Another approach is based on a so-called “blind source separation” (BSS) algorithm in order to separate a person's voice from background noise by corresponding audio signal processing. In this respect, US 2003/0055535 A1 relates to the use of a BSS algorithm for separating the voice of an operator of a vehicle wheel alignment system with a voice audio interface from background noise by using a microphone array in order to avoid the necessity to use a headset. US 2005/0060142 A1 relates in a more general manner to the use of two spaced-apart microphones operated with a BSS algorithm for voice separation from background noise in audio applications.
It is an object of the invention to provide for a system and a method for separation of a person's voice from ambient sound wherein good intelligibility of speech is achieved while nevertheless discomfort to the person is to be avoided as far as possible.
SUMMARY OF THE INVENTIONAccording to the invention this object is achieved by a system as defined in claims 1 and 25, and by corresponding methods as defined in claims 28 and 29, respectively.

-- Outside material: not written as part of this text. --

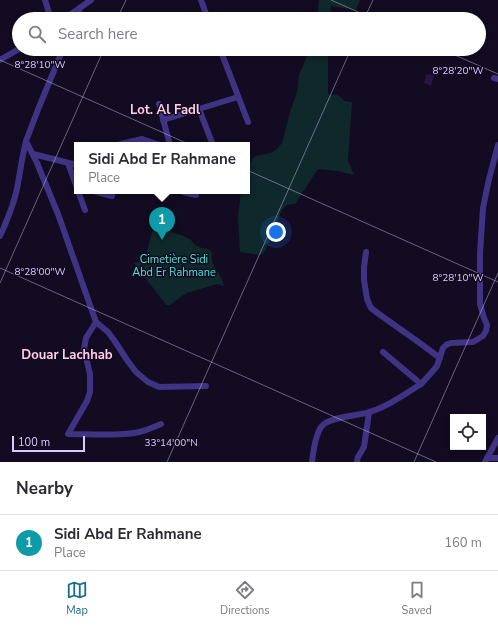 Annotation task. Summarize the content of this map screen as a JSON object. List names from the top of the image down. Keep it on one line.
{"districts":["Lot. Al Fadl","Douar Lachhab"],"parks":["Cimetière Sidi Abd Er Rahmane"],"scale_bar":"100 m","page":{"search":"Search here","popup":["Sidi Abd Er Rahmane","Place"],"pins":"1","scale":"100 m","heading":"Nearby","list":[{"mark":"1","name":"Sidi Abd Er Rahmane","note":"Place","value":"160 m"}],"nav":["Map","Directions","Saved"]},"coordinates":["8°28'10\"W","8°28'20\"W","8°28'00\"W","33°14'00\"N"]}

The invention is beneficial in that, by using a first microphone and a second microphone, wherein according to the solution of claims 1 and 28 the first microphone is oriented outwardly towards the environment and the second microphone oriented inwardly towards the user's ear canal and according to the solution of claims 25 and 29 the first microphone is located at the right ear and the second microphone is located at the left ear, and by processing the audio signals from the first and second microphone by a blind source separation algorithm, good separation of the user's voice from ambient sound with resulting high intelligibility of the user's speech is achieved without the need for additional restrictions regarding the location of the microphones, so that in particular the need for a boom microphone or a bone-conduction microphone can be avoided. In particular, by orienting the first microphone towards the environment and orienting the second microphone towards the user's ear canal or by locating the first microphone at the right ear and the second microphone at the left ear these two microphones pick up sufficiently differently mixed signals of the ambient sound and the user's voice so that a BSS algorithm will work efficiently.
Generally, blind source separation (also referred to as “independent component analysis” (ICA)) is a technique for separating mixed source signals (components) which are presumably statistically independent from each other. In its simplified form, blind source separation applies an “un-mixing” matrix of weights to the mixed signals, for example, multiplying the matrix with the mixed signals, to produce separated signals. The weights are assigned initial values, and then adjusted to maximize joint entropy of the signals in order to minimize information redundancy. This weight-adjusting and entropy-increasing process is repeated until the information redundancy of the signals is reduced to a minimum. Because this technique does not require information on the source of each signal, it is referred to as “blind source separation”. An introduction to blind source separation is found, for example, in US 2005/0060142 A1.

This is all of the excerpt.